YOUR ASSIGNMENT: Go through the entries below and return every line that contains "Arnaldo".

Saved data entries
══════════════════════════════

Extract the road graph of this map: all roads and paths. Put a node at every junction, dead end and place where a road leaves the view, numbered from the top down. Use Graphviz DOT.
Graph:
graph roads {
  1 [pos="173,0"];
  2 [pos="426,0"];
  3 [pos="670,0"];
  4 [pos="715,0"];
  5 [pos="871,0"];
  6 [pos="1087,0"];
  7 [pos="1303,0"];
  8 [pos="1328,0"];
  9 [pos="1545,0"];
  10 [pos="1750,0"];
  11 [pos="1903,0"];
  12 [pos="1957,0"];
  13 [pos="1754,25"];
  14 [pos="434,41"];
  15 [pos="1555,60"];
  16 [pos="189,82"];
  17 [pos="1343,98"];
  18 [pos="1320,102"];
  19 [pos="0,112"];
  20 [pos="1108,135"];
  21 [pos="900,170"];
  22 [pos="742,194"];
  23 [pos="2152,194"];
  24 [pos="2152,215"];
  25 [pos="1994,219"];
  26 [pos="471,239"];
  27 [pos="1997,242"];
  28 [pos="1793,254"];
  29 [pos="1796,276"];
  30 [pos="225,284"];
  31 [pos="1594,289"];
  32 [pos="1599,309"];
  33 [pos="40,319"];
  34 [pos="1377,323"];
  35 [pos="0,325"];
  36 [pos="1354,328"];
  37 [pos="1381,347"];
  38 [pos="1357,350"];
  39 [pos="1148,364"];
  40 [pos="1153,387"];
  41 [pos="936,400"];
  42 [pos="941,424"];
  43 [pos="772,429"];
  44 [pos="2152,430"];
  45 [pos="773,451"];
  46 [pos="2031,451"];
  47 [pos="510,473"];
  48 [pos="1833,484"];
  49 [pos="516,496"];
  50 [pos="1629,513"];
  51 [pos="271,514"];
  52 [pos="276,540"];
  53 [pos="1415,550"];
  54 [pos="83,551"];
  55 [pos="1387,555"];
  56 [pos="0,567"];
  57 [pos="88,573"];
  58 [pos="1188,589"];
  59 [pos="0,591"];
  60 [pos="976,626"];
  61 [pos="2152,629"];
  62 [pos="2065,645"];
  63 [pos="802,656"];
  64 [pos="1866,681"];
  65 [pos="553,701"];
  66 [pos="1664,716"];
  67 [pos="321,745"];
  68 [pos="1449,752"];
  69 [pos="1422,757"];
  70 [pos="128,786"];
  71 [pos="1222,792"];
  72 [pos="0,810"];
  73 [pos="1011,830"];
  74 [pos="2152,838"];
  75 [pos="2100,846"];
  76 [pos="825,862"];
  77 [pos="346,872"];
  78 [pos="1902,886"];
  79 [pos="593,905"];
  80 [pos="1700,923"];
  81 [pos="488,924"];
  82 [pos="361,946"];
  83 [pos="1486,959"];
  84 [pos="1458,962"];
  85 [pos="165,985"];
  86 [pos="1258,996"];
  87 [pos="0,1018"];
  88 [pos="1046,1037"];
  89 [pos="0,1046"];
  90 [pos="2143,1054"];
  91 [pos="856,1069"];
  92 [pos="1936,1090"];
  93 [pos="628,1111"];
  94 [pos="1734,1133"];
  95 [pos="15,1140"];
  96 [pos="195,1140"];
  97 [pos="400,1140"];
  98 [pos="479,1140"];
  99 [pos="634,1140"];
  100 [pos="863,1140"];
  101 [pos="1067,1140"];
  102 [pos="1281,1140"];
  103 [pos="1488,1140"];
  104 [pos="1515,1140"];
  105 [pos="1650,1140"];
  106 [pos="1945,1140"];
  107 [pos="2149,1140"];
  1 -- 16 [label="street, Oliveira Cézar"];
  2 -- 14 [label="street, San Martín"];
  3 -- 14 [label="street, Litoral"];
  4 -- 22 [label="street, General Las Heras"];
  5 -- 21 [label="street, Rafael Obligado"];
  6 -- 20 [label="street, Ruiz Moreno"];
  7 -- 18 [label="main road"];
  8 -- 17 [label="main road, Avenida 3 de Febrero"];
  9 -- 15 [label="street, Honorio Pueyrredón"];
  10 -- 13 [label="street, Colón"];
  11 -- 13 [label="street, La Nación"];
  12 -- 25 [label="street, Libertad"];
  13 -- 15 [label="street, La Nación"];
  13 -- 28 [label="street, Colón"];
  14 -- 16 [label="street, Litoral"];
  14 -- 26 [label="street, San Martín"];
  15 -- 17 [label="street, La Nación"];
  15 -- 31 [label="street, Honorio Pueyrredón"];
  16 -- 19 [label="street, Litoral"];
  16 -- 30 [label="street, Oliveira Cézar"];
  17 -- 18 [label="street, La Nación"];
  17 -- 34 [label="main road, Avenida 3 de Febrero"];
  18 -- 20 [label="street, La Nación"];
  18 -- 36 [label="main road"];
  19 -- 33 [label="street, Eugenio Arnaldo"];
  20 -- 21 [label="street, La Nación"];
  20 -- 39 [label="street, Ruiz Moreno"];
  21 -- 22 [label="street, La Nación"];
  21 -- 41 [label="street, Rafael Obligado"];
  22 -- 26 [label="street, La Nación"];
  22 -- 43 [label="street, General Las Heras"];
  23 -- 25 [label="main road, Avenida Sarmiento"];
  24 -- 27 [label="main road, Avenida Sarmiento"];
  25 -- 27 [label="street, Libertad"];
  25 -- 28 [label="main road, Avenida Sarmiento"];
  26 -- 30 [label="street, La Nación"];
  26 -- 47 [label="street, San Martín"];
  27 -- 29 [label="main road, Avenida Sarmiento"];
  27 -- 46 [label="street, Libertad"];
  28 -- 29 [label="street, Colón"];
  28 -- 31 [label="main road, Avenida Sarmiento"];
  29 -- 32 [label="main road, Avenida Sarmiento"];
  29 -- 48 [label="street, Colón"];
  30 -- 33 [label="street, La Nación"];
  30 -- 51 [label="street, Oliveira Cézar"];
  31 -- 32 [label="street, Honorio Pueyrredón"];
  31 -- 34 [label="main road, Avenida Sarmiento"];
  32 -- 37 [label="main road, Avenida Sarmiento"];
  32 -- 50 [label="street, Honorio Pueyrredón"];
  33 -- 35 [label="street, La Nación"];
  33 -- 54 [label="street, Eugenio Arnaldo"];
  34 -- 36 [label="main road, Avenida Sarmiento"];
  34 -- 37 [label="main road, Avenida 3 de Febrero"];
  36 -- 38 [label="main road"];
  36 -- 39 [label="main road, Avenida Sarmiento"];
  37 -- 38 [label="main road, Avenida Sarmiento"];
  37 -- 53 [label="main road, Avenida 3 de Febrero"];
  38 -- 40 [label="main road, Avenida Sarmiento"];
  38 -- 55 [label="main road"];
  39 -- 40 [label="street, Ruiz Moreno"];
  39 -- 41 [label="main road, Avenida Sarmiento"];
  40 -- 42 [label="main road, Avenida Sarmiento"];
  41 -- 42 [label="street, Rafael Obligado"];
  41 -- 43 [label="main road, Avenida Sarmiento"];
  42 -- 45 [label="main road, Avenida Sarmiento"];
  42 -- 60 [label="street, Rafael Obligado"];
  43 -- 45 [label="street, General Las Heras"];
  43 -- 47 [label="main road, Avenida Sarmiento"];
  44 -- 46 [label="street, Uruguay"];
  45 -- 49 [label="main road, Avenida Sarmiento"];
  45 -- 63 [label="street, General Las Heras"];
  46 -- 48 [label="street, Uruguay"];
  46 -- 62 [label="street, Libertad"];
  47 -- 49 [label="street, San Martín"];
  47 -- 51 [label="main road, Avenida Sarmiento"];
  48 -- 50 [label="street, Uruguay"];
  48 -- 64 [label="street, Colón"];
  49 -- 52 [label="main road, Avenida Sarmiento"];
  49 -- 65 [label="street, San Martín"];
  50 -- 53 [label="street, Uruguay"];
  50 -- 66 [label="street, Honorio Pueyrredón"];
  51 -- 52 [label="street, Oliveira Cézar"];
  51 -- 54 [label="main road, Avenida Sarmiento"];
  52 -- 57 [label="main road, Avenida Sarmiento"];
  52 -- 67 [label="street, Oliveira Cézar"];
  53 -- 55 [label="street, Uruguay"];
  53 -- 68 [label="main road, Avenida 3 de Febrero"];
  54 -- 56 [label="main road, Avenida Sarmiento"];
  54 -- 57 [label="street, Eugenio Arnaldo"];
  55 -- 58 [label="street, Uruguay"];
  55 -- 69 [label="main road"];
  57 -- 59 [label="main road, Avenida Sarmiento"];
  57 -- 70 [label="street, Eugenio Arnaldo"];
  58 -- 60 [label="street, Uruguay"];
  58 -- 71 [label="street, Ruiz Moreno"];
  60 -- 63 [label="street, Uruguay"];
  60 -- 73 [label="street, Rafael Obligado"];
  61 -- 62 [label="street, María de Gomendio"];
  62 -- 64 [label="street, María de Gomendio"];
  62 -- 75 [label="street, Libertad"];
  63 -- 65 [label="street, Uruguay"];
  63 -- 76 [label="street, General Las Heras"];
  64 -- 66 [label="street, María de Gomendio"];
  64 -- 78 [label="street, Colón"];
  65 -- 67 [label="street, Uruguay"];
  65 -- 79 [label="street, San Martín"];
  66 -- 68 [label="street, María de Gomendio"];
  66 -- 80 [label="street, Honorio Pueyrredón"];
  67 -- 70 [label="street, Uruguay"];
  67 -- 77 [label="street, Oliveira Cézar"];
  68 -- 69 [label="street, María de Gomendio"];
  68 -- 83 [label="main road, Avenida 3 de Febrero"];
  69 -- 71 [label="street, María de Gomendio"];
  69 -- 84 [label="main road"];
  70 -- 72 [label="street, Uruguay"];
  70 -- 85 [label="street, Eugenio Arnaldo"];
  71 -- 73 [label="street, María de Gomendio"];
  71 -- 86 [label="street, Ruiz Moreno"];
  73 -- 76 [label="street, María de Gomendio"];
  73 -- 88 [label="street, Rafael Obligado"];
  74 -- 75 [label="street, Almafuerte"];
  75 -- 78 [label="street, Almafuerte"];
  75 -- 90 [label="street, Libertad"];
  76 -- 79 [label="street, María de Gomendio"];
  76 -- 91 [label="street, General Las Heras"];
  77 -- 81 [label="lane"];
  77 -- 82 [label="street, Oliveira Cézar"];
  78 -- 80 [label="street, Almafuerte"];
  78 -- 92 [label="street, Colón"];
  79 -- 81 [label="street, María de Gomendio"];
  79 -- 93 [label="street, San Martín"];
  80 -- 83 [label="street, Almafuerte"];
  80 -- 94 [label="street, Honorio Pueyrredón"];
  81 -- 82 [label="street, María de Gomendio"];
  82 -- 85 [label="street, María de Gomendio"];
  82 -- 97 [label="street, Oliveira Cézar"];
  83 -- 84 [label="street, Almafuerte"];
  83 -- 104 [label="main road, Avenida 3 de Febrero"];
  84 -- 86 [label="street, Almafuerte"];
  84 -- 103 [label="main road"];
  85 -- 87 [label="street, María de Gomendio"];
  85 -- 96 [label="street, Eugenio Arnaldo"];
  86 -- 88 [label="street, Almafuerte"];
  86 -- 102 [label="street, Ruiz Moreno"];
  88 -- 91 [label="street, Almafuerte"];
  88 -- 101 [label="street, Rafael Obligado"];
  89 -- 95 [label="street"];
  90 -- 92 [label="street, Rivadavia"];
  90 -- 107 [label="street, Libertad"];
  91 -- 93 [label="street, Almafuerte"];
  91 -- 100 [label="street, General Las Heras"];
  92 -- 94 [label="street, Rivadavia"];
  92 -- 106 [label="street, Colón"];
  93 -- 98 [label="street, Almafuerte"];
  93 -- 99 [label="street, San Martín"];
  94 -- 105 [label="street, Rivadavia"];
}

══════════════════════════════

RESPONSE:
  19 -- 33 [label="street, Eugenio Arnaldo"];
  33 -- 54 [label="street, Eugenio Arnaldo"];
  54 -- 57 [label="street, Eugenio Arnaldo"];
  57 -- 70 [label="street, Eugenio Arnaldo"];
  70 -- 85 [label="street, Eugenio Arnaldo"];
  85 -- 96 [label="street, Eugenio Arnaldo"];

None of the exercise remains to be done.